▶ Your task: Search the records for the word "dead" and copy every line in which it occurs.

========================

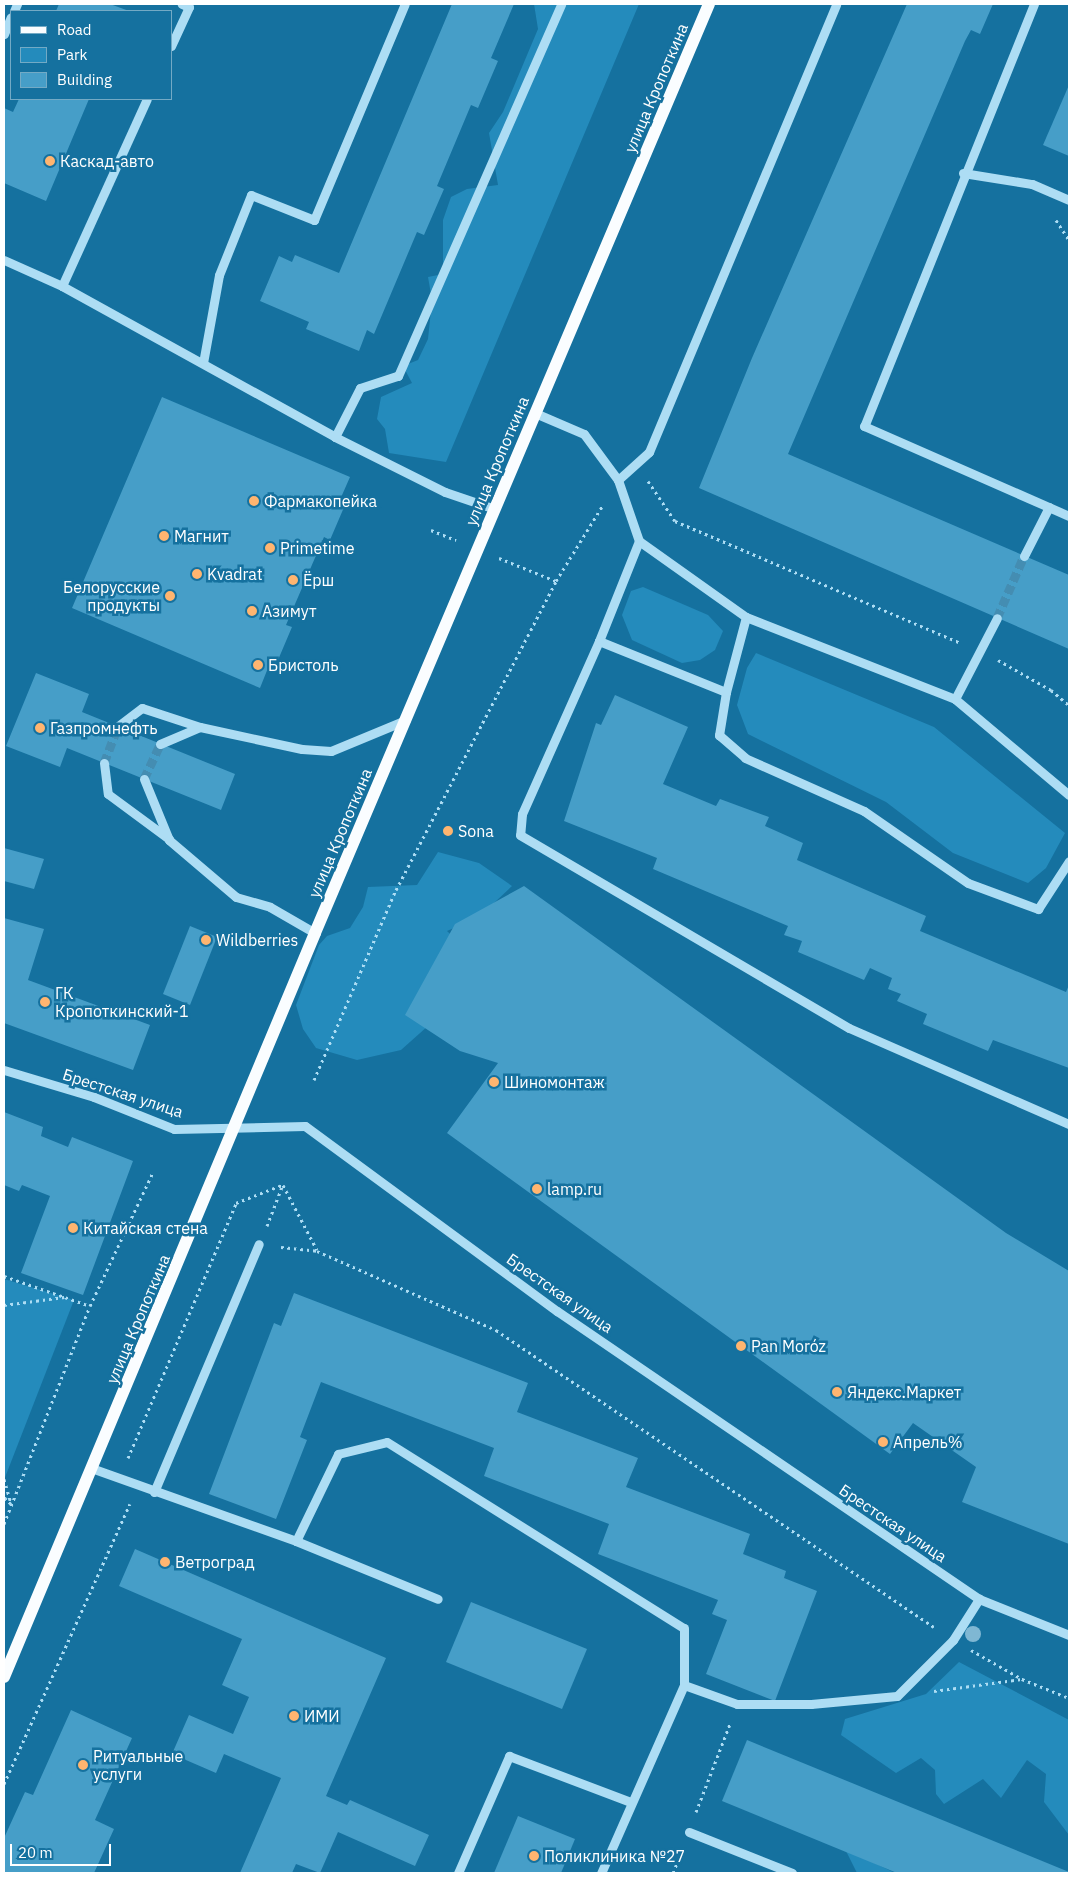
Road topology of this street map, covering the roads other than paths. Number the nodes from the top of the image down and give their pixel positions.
1 (182, 4) edge
2 (405, 4) edge
3 (561, 4) edge
4 (709, 4) edge
5 (836, 4) edge
6 (1034, 4) edge
7 (10, 19) edge
8 (4, 34) edge
9 (172, 44) edge
10 (147, 100) edge
11 (964, 173) junction
12 (1069, 200) edge
13 (4, 260) edge
14 (62, 286) junction
15 (203, 363) junction
16 (535, 413) junction
17 (335, 437) junction
18 (618, 480) junction
19 (1049, 507) junction
20 (495, 509) junction
21 (1069, 516) edge
22 (639, 541) junction
23 (1024, 556) tunnel mouth
24 (746, 617) junction
25 (997, 618) tunnel mouth
26 (599, 641) junction
27 (726, 692) junction
28 (954, 699) junction
29 (406, 720) junction
30 (118, 726) tunnel mouth
31 (200, 728) junction
32 (160, 744) tunnel mouth
33 (104, 763) tunnel mouth
34 (144, 779) dead end
35 (1069, 795) edge
36 (170, 840) junction
37 (1069, 861) edge
38 (315, 933) junction
39 (4, 1070) edge
40 (1069, 1124) edge
41 (234, 1130) junction
42 (260, 1244) road end
43 (94, 1468) junction
44 (154, 1492) junction
45 (296, 1541) junction
46 (438, 1599) dead end
47 (979, 1599) junction
48 (1069, 1635) edge
49 (4, 1678) edge
50 (684, 1685) junction
51 (631, 1802) junction
52 (689, 1832) road end
53 (458, 1873) edge
54 (601, 1873) edge
55 (792, 1873) edge

1 - 9 street
2 - 15 street
3 - 17 street
4 - 16 main road, улица Кропоткина
5 - 18 street
6 - 11 street
7 - 8 street
10 - 14 street
11 - 12 street
11 - 19 street
13 - 14 street
14 - 15 street
15 - 17 street
16 - 18 street
16 - 20 main road, улица Кропоткина
17 - 20 street
18 - 22 street
19 - 21 street
19 - 23 street
20 - 29 main road, улица Кропоткина
22 - 24 street
22 - 26 street
24 - 27 street
24 - 28 street
25 - 28 street
26 - 27 street
26 - 40 street
27 - 37 street
28 - 35 street
29 - 31 street
29 - 38 main road, улица Кропоткина
30 - 31 street
31 - 32 street
33 - 36 street
34 - 36 street
36 - 38 street
38 - 41 main road, улица Кропоткина
39 - 41 street, Брестская улица
41 - 43 main road, улица Кропоткина
41 - 47 street, Брестская улица
42 - 44 street
43 - 44 street
43 - 49 main road, улица Кропоткина
44 - 45 street
45 - 46 street
45 - 50 street
47 - 48 street, Брестская улица
47 - 50 street
50 - 51 street
51 - 53 street
51 - 54 street
52 - 55 street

========================

▶ Your solution:
34 (144, 779) dead end
46 (438, 1599) dead end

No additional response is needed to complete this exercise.